INPUT DATA section start

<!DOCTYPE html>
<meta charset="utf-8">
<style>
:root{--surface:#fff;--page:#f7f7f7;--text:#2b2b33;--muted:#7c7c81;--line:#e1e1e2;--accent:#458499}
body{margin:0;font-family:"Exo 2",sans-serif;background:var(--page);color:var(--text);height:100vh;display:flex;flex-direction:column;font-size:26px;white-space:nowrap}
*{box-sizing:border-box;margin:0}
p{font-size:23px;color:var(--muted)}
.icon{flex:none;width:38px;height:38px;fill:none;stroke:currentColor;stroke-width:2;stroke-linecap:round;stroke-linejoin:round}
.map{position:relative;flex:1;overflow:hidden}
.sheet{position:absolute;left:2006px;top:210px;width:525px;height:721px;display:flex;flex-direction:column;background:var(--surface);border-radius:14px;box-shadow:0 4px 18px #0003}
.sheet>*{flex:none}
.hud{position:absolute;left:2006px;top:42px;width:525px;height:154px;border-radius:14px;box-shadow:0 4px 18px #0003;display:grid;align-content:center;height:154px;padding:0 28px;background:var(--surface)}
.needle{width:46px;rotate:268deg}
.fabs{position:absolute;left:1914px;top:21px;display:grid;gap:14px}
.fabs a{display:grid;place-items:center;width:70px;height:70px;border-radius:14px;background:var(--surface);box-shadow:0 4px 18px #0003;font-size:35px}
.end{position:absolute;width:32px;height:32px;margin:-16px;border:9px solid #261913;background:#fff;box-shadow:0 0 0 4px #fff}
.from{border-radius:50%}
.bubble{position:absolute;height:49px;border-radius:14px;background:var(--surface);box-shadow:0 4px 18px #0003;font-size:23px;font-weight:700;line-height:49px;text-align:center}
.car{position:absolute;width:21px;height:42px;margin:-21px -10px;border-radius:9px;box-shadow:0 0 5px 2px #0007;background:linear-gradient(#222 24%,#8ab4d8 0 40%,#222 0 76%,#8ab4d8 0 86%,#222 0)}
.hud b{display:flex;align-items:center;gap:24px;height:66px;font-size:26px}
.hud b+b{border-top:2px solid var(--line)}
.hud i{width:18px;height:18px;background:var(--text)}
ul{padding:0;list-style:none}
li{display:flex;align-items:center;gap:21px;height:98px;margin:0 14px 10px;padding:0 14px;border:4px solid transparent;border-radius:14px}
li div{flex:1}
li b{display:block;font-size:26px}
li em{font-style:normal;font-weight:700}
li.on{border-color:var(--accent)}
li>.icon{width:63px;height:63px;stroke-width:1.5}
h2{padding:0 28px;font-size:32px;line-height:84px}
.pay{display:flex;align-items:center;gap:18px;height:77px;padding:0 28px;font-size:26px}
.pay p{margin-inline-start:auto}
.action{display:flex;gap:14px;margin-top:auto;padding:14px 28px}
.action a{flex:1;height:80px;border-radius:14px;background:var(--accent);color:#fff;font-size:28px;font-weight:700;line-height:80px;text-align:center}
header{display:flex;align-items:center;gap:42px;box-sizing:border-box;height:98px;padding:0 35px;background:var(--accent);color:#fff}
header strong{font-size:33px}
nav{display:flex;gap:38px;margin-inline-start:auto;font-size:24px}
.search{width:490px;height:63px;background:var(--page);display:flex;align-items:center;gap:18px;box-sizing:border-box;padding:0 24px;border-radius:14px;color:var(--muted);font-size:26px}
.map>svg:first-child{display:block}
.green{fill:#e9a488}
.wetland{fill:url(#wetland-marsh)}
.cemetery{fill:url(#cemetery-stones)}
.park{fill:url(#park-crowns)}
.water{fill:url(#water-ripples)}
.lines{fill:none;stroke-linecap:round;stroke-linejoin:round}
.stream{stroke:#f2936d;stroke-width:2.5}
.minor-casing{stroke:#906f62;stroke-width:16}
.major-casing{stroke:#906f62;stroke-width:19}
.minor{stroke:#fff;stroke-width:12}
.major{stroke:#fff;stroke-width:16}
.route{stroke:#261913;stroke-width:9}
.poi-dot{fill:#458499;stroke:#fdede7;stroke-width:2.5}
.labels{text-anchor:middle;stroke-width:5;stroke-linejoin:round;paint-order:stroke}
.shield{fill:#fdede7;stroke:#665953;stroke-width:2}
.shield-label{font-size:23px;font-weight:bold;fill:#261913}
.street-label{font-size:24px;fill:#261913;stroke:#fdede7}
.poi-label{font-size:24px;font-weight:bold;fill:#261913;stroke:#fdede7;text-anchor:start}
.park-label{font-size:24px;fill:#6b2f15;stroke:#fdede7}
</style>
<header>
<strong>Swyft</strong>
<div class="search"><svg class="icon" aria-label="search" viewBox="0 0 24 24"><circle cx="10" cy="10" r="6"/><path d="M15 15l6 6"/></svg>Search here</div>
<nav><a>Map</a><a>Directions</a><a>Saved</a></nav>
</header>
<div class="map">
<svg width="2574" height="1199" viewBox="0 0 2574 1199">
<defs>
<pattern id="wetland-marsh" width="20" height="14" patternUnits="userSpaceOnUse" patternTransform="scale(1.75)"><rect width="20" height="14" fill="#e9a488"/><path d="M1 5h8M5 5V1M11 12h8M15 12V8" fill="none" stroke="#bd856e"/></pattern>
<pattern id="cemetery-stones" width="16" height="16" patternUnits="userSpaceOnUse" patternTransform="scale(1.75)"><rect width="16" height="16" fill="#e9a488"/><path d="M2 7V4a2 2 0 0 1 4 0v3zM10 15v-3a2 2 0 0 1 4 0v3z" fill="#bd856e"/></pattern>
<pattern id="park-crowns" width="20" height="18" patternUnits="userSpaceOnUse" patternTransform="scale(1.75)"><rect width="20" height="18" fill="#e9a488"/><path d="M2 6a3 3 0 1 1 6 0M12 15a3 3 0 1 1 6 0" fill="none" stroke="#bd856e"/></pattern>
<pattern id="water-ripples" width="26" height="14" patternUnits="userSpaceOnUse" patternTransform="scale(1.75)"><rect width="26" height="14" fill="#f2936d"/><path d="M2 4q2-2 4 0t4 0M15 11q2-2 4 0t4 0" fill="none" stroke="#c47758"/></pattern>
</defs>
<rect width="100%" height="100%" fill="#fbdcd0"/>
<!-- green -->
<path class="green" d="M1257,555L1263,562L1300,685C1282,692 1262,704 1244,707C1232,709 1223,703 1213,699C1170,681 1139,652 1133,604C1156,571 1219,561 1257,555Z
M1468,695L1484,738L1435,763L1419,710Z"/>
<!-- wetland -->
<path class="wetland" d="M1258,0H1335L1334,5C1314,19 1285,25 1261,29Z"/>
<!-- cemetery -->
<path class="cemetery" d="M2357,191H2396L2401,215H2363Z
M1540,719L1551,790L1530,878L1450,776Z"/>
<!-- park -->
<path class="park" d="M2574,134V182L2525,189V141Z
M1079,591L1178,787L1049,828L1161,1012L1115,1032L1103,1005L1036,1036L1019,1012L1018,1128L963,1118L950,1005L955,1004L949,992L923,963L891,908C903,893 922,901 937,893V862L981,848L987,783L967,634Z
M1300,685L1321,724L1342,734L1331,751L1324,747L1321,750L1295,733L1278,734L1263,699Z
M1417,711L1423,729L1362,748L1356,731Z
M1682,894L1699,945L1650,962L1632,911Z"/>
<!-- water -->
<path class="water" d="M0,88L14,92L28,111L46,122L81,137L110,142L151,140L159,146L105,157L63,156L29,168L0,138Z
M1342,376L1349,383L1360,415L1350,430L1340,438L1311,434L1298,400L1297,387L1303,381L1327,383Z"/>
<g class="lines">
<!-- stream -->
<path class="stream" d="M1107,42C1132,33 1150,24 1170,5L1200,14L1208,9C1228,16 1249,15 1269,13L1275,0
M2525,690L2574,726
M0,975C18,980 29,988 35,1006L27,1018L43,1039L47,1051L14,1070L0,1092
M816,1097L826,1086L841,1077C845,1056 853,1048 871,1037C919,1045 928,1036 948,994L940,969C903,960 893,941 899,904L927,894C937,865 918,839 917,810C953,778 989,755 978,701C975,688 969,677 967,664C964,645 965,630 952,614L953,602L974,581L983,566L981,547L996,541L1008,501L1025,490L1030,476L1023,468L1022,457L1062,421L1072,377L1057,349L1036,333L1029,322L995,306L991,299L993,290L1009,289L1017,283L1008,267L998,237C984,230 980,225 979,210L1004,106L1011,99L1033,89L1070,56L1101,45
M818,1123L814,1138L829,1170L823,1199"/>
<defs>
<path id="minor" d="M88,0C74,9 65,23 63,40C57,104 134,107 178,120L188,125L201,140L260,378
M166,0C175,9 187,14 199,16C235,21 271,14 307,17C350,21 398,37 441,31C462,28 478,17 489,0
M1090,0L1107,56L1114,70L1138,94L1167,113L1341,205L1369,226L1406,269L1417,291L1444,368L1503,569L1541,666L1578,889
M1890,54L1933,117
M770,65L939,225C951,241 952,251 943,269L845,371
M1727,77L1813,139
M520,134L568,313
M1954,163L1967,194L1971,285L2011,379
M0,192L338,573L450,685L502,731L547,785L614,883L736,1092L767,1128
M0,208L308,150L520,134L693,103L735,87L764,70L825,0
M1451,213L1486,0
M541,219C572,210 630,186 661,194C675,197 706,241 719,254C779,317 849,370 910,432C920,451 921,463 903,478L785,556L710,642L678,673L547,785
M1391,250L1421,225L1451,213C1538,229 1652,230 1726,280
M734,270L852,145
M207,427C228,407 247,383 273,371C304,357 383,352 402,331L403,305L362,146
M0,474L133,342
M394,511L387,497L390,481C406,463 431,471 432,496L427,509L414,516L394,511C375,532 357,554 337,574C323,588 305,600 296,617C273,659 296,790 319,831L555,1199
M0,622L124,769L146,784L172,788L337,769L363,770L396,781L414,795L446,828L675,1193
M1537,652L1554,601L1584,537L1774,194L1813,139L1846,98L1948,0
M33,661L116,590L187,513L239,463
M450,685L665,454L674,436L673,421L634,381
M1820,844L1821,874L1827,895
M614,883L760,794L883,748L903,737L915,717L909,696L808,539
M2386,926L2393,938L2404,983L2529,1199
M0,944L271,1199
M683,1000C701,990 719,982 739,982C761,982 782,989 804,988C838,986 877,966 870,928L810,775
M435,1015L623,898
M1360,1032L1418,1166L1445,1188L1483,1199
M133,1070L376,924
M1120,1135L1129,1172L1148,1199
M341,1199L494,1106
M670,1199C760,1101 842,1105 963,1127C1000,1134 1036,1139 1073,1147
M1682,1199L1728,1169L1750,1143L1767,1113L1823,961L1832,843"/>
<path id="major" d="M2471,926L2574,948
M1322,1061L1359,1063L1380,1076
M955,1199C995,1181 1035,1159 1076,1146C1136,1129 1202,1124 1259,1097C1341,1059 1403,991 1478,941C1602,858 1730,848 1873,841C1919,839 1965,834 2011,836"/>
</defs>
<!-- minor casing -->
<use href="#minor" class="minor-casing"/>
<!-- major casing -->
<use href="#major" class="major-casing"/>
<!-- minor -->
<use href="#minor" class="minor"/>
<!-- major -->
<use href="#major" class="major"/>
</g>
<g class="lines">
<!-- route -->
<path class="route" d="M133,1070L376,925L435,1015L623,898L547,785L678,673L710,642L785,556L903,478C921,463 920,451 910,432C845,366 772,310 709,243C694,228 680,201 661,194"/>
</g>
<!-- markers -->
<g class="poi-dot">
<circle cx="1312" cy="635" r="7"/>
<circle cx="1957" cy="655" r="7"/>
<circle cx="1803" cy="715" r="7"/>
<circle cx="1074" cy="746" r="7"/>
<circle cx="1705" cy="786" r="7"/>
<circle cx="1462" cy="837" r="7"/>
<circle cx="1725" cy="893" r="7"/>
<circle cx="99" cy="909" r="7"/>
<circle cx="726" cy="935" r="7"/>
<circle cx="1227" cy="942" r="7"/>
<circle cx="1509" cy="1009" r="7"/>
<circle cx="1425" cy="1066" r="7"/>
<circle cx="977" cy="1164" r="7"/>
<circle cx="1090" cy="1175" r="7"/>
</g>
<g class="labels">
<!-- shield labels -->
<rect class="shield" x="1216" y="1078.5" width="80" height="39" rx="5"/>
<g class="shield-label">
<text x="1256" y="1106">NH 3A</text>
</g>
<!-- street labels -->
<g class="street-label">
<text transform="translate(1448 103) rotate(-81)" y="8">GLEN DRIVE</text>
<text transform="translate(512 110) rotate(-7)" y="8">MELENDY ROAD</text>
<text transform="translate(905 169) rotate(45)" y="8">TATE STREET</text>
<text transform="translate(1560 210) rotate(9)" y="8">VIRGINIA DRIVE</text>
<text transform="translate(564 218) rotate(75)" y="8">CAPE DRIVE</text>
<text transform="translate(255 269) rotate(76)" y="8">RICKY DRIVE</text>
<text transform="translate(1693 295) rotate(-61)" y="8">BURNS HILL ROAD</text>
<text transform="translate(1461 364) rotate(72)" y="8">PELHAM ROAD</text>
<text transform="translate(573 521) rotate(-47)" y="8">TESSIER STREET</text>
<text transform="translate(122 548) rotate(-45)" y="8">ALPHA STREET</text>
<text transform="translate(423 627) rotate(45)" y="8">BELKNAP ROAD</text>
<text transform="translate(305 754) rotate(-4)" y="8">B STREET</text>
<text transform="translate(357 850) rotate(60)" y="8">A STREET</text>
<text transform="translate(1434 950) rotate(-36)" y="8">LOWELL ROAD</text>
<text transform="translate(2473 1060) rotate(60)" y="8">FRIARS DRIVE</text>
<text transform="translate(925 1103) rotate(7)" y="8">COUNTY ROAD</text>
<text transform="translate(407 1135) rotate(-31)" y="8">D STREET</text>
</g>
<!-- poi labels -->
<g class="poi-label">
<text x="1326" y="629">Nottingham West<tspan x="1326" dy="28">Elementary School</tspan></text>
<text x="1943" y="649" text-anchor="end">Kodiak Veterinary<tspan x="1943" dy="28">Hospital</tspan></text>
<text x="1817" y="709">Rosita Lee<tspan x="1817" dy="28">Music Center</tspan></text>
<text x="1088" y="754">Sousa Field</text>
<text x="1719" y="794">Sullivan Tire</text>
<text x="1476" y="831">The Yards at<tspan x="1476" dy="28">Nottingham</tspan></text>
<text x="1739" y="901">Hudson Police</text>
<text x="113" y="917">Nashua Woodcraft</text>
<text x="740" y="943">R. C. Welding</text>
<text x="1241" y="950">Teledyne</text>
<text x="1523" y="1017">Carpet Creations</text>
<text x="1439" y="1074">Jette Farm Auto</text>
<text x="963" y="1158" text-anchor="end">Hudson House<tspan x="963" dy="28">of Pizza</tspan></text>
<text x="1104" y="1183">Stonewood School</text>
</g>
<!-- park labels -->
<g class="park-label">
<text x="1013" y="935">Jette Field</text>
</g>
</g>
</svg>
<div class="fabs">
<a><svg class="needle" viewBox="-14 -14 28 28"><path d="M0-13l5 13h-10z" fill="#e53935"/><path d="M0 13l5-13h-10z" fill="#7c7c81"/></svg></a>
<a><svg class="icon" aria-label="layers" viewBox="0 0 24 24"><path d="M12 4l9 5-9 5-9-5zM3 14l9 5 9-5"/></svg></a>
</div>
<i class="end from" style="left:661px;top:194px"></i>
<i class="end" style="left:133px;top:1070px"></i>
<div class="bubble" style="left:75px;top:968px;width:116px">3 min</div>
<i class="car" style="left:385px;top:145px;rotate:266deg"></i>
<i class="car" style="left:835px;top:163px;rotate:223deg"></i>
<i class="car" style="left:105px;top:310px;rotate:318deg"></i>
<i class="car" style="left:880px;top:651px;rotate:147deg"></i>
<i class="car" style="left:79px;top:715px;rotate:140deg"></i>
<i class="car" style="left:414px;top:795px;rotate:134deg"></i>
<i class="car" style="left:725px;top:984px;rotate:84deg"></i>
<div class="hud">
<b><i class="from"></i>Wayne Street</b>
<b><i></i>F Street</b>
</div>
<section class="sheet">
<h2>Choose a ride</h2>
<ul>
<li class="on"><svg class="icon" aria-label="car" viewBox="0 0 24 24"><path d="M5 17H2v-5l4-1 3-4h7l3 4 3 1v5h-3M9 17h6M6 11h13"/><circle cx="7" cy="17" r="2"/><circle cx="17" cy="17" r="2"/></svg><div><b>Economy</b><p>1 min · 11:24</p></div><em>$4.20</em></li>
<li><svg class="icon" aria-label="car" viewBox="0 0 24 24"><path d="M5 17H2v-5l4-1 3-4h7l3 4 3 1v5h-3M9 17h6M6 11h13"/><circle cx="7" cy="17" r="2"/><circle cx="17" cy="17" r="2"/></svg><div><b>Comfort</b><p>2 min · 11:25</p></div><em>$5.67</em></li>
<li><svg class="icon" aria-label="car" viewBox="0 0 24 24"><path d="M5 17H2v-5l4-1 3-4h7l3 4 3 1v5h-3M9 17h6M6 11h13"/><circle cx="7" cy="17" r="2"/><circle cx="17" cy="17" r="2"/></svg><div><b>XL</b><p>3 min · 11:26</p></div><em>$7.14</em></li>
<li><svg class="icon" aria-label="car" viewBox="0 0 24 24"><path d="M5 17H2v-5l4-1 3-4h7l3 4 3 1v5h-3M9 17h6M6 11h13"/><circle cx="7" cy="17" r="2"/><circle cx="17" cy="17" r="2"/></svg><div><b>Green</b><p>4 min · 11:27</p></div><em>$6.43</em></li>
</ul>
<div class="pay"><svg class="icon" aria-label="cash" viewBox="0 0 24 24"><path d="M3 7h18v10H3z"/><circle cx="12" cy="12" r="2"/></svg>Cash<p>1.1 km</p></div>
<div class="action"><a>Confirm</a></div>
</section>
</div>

INPUT DATA section end

Go through the material above and count the lines that include "linejoin". Give the number alone.

EXPECTED ANSWER: 3